GOAL OF THE EXERCISE
Transcribe the entries that follow, every word as written, and drop the pictures.

SUPPLIED DATA
====

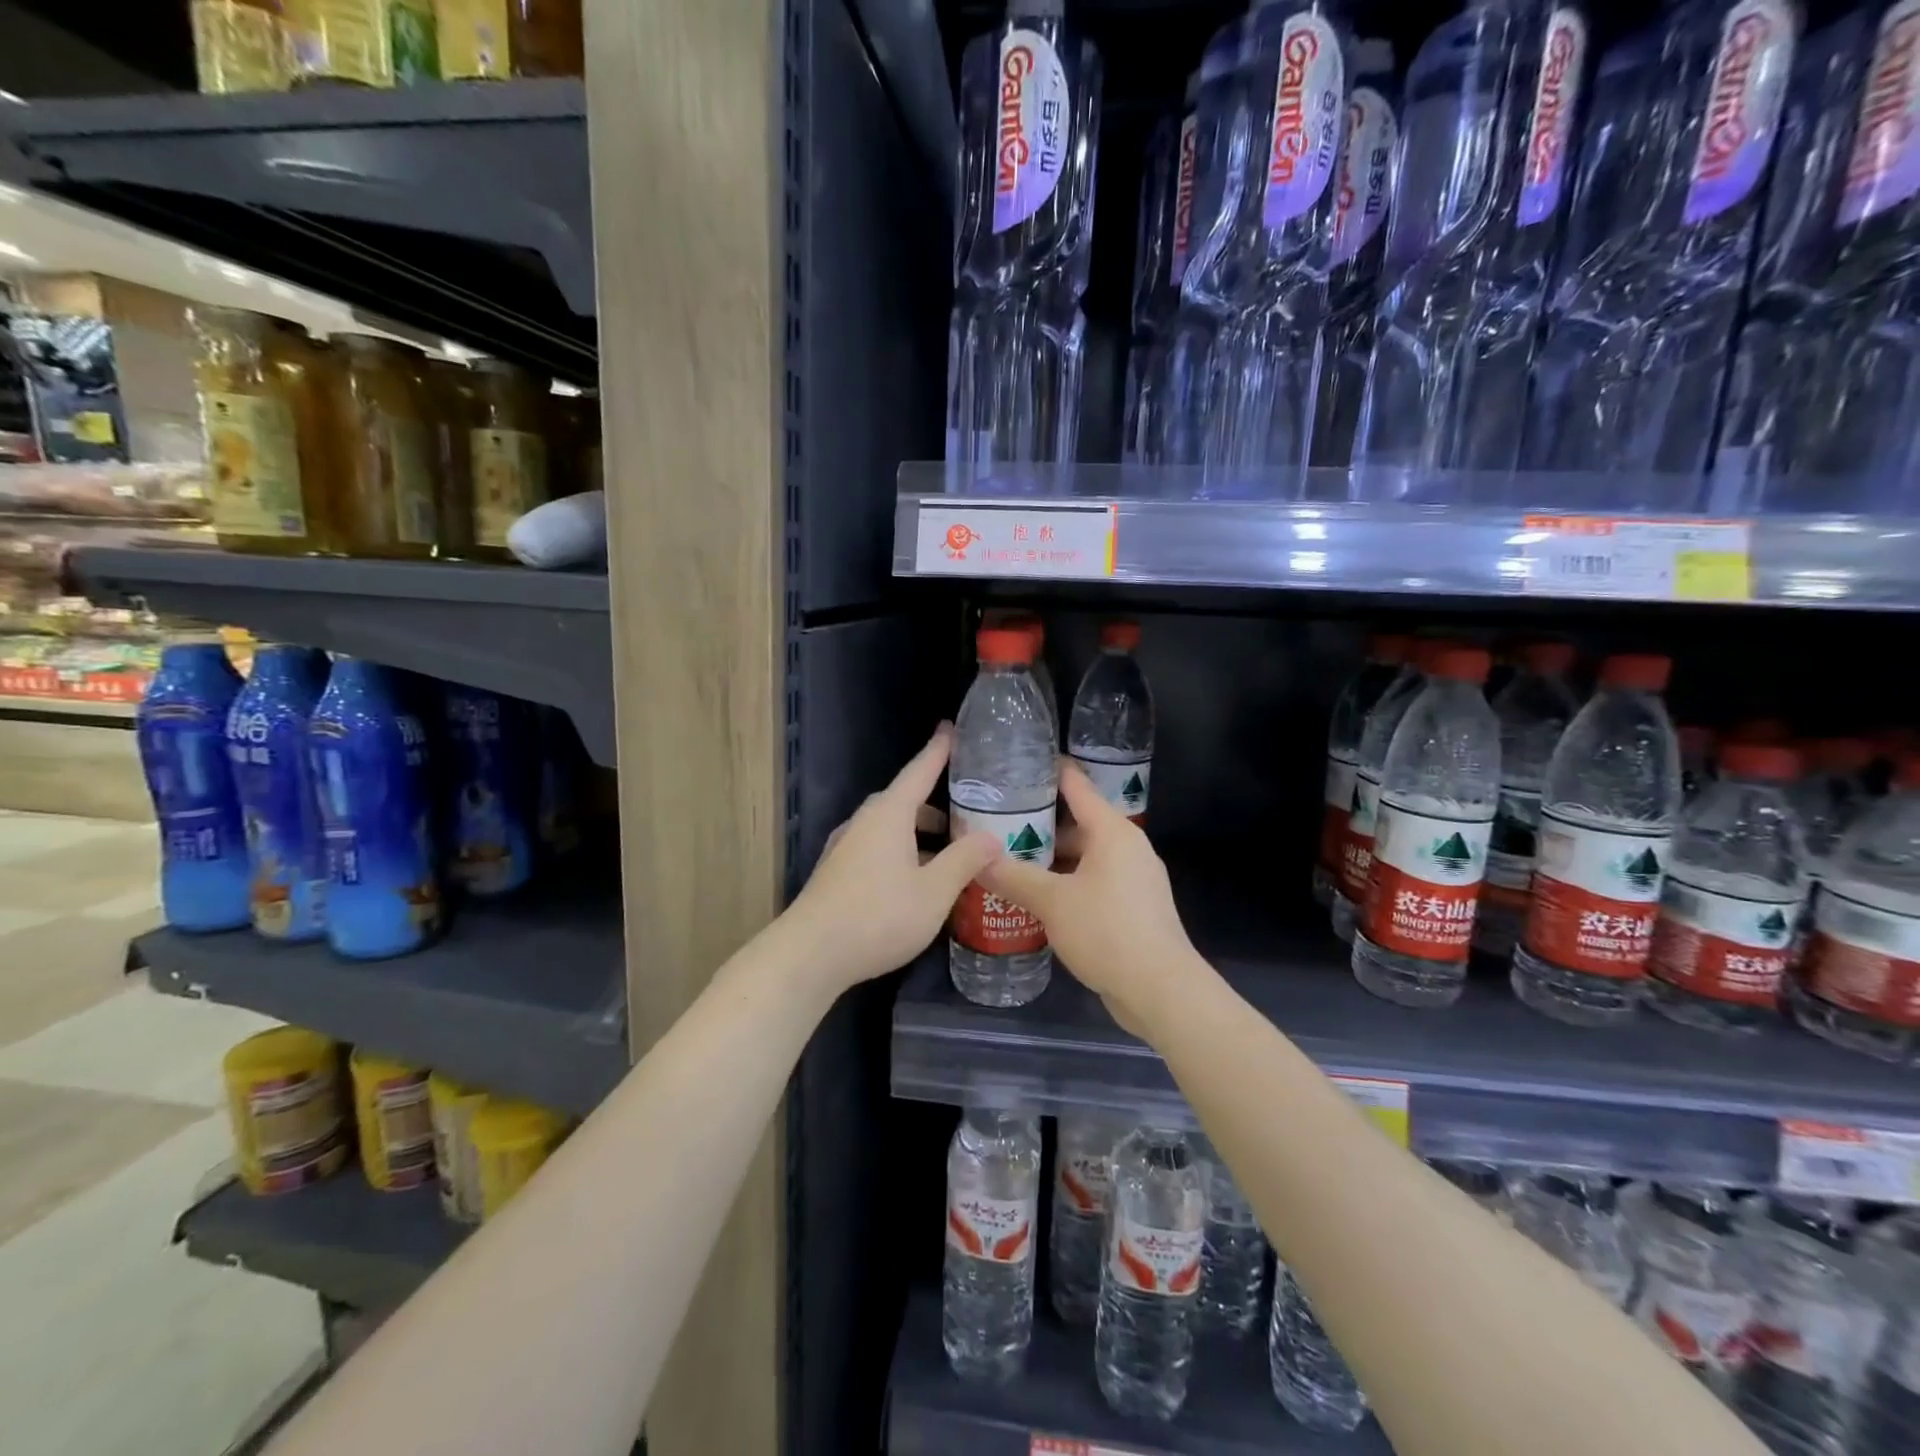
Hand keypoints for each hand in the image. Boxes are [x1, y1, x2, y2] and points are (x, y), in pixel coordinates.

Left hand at [783, 724, 1000, 996]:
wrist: (809, 954)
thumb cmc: (878, 916)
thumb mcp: (934, 891)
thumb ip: (964, 861)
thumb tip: (992, 837)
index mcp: (889, 814)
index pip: (919, 771)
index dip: (938, 750)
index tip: (951, 727)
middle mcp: (864, 822)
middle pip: (903, 801)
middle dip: (934, 804)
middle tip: (966, 813)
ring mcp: (845, 847)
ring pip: (889, 828)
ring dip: (917, 834)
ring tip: (947, 854)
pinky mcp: (836, 872)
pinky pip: (876, 848)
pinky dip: (901, 852)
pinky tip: (915, 882)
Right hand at [980, 761, 1200, 1036]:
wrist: (1160, 990)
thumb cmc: (1107, 931)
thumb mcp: (1052, 902)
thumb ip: (1013, 876)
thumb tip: (976, 859)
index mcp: (1113, 831)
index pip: (1076, 785)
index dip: (1048, 771)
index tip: (1016, 763)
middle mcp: (1127, 847)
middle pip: (1078, 822)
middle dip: (1039, 822)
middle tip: (997, 821)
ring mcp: (1133, 878)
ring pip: (1084, 855)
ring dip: (1050, 858)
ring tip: (1008, 859)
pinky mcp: (1132, 906)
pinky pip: (1093, 881)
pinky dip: (1066, 882)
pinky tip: (1036, 896)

====

WRITTEN SOLUTION
Hand keypoints for each hand in the image. Boxes are [x1, y1, x2, y2] and points are (x, y), in pixel coordinates.

Left hand at [783, 724, 1000, 996]:
wrist: (809, 954)
thumb cmc: (878, 916)
thumb mcp: (934, 891)
thumb ip: (964, 861)
thumb tip: (992, 837)
index mcp: (889, 814)
index pip: (919, 771)
index dip: (938, 750)
index tip: (951, 727)
middle mcp: (864, 822)
middle pip: (903, 801)
middle dip: (934, 804)
middle tip: (966, 813)
ring mcp: (845, 847)
ring pip: (889, 828)
ring dip: (917, 834)
ring tip: (947, 854)
pinky mcp: (836, 872)
pinky pip: (876, 848)
pinky dip: (901, 852)
pinky tip: (915, 882)
Right hand at [980, 761, 1200, 1036]:
wrist: (1160, 990)
thumb cmc: (1107, 931)
thumb mcp: (1052, 902)
thumb ip: (1013, 876)
thumb tip: (976, 859)
index mcp: (1113, 831)
index pip: (1076, 785)
index dip: (1048, 771)
index tip: (1016, 763)
middle mcp: (1127, 847)
middle pip: (1078, 822)
middle dip: (1039, 822)
middle tip: (997, 821)
ring mcp: (1133, 878)
ring pip: (1084, 855)
ring dip: (1050, 858)
ring tip: (1008, 859)
pinky mcp: (1132, 906)
pinky pip: (1093, 881)
pinky dip: (1066, 882)
pinky tip: (1036, 896)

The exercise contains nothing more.